Work to complete: Look through the records, and wherever the string "ImageSurface" turns up, copy out that line.

Records from a dataset:
=-=-=

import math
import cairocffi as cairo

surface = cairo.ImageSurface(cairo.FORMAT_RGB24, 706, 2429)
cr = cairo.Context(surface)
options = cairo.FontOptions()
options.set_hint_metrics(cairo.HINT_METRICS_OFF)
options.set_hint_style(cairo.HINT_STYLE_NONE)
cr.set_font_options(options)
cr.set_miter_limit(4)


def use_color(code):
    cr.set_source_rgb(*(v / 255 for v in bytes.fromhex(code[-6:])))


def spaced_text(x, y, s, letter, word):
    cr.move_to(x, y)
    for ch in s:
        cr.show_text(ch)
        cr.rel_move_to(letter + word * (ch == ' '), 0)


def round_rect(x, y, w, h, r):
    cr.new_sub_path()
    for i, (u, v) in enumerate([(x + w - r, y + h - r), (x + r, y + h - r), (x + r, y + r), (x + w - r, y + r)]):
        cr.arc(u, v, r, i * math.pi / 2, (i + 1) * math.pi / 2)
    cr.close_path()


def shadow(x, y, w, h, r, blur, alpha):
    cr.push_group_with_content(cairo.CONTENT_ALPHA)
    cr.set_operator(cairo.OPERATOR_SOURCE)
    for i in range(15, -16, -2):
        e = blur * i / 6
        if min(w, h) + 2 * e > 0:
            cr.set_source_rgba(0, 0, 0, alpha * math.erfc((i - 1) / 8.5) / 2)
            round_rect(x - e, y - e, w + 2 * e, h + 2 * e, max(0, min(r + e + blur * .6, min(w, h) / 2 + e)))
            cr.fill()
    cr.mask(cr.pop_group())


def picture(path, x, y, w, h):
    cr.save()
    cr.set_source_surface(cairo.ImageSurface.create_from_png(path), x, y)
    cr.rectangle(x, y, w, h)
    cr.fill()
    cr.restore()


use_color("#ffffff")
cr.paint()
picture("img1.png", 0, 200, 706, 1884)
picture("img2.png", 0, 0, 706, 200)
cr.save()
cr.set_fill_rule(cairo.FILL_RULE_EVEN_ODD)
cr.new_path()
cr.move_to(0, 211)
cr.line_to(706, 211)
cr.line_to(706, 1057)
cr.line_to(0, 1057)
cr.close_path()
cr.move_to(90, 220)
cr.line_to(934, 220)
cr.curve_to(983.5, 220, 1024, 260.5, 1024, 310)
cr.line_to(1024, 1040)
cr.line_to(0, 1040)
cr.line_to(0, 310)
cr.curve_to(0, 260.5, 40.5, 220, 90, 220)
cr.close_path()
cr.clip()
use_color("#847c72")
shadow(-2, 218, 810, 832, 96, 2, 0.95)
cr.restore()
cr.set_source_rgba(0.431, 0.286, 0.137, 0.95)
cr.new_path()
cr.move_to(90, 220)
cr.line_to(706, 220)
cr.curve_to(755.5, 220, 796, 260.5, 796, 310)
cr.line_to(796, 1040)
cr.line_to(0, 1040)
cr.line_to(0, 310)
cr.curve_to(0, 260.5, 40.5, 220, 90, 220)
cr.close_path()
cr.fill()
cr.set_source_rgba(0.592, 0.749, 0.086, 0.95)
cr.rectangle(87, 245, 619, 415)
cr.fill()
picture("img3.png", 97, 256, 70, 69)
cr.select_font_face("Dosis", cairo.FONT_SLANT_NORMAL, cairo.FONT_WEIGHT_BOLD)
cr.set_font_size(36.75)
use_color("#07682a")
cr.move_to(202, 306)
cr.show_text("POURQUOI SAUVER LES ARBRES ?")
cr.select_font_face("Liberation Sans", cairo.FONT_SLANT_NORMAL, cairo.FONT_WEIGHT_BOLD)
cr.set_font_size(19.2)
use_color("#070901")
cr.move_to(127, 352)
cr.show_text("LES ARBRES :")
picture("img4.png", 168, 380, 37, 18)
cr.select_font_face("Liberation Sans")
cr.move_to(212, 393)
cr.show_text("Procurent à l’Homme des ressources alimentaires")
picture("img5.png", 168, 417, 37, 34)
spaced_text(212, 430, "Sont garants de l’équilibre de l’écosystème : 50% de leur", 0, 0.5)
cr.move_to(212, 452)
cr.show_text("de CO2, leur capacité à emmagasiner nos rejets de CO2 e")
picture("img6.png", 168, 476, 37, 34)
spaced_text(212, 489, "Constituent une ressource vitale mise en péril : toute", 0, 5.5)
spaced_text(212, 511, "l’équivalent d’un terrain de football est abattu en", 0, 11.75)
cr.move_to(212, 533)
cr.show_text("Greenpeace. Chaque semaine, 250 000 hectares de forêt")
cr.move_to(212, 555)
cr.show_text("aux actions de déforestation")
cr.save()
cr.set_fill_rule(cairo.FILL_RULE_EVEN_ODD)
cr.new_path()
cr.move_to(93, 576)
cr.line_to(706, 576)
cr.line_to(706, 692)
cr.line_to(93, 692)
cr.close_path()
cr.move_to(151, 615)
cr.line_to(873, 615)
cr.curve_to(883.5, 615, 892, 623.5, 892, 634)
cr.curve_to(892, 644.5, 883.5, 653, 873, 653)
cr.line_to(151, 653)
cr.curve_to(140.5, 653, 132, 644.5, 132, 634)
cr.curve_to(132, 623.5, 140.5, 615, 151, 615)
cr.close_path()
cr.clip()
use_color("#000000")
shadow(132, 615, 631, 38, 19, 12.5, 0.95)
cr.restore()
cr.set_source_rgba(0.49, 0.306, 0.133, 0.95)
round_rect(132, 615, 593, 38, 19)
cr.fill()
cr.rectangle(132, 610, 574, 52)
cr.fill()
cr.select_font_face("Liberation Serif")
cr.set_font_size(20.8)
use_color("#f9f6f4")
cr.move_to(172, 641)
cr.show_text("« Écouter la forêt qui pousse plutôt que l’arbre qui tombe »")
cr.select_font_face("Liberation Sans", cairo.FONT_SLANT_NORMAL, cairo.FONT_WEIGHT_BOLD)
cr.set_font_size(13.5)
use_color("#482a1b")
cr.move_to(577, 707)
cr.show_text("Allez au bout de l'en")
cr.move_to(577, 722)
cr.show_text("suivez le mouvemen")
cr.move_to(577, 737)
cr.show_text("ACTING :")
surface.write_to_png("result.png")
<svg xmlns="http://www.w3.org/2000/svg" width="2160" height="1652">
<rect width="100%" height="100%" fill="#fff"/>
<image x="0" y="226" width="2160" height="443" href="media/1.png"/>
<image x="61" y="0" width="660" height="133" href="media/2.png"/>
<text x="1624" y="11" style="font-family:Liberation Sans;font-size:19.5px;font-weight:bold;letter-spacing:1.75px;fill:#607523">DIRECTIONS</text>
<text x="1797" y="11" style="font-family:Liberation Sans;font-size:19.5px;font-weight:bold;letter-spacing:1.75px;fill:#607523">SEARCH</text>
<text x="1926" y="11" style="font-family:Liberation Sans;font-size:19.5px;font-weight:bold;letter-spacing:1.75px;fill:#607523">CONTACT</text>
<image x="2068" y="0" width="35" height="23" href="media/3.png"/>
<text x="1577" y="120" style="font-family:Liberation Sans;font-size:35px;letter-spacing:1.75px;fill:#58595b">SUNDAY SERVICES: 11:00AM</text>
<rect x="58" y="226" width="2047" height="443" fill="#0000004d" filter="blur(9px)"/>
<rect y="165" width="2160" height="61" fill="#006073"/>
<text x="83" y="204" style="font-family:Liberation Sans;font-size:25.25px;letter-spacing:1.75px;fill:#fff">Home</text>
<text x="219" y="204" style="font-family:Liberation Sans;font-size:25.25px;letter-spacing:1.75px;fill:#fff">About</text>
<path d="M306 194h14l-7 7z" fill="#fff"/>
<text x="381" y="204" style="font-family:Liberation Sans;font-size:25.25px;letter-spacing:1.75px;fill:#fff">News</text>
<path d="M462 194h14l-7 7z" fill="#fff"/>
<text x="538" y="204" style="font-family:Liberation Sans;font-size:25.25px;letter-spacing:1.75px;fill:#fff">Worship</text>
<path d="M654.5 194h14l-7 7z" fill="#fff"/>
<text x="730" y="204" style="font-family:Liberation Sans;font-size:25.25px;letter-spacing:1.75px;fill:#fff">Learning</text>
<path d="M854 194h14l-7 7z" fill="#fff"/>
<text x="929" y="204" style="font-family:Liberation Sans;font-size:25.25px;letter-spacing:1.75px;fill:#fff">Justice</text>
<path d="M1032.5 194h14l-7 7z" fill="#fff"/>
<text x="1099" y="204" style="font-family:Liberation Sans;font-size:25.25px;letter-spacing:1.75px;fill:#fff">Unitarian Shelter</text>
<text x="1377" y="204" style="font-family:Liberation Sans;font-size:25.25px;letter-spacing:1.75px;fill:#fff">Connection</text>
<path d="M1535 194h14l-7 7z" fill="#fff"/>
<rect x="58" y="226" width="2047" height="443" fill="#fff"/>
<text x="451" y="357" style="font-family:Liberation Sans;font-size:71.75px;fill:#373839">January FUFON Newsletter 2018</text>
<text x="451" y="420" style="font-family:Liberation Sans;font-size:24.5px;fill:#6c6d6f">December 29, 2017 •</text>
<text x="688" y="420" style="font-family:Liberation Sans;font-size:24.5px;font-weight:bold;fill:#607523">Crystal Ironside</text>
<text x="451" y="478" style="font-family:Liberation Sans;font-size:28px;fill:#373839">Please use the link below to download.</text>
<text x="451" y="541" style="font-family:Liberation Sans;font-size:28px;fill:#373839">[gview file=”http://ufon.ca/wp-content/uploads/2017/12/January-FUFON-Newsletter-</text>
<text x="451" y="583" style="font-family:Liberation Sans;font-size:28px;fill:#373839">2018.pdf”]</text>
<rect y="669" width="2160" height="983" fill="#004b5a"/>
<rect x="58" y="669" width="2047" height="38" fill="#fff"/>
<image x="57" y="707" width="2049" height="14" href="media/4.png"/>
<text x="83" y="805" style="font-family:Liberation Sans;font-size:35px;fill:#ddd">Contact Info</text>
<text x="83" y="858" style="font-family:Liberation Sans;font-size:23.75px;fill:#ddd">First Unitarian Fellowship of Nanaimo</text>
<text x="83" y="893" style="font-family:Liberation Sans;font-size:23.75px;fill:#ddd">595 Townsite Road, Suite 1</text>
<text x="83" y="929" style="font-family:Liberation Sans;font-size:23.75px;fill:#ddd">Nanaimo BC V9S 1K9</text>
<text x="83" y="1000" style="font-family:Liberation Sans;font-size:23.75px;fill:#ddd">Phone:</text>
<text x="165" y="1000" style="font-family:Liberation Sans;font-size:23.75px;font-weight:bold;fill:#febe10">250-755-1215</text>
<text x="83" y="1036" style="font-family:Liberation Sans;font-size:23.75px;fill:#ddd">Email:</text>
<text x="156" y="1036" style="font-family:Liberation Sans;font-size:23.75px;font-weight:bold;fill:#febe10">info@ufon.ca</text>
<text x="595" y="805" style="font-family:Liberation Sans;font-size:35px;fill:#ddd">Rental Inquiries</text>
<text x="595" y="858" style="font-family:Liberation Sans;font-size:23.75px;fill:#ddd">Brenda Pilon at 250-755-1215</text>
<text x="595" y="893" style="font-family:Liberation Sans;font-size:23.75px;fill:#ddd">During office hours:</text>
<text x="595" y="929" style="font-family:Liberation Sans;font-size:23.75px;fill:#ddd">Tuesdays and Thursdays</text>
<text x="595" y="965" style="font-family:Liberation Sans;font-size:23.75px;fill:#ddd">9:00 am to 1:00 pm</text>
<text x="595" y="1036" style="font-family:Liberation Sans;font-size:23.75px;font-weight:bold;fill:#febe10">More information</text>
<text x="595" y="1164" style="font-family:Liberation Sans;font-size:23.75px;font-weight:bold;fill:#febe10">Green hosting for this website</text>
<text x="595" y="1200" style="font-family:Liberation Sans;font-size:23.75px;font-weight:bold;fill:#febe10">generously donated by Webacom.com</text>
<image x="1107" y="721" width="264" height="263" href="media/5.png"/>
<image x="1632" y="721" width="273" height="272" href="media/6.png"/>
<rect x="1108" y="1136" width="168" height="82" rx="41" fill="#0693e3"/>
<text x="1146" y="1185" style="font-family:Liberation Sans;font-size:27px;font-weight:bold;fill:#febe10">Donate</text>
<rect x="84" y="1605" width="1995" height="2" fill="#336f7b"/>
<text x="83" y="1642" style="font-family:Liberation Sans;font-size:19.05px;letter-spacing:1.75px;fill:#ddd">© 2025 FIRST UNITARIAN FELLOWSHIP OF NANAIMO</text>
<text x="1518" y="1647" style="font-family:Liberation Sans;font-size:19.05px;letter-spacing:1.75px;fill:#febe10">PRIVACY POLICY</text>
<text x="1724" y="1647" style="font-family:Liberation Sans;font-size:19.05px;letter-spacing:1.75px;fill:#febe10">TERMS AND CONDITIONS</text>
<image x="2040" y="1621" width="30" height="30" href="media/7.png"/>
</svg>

=-=-=

Exercise answer:
surface = cairo.ImageSurface(cairo.FORMAT_RGB24, 706, 2429)
    cr.set_source_surface(cairo.ImageSurface.create_from_png(path), x, y)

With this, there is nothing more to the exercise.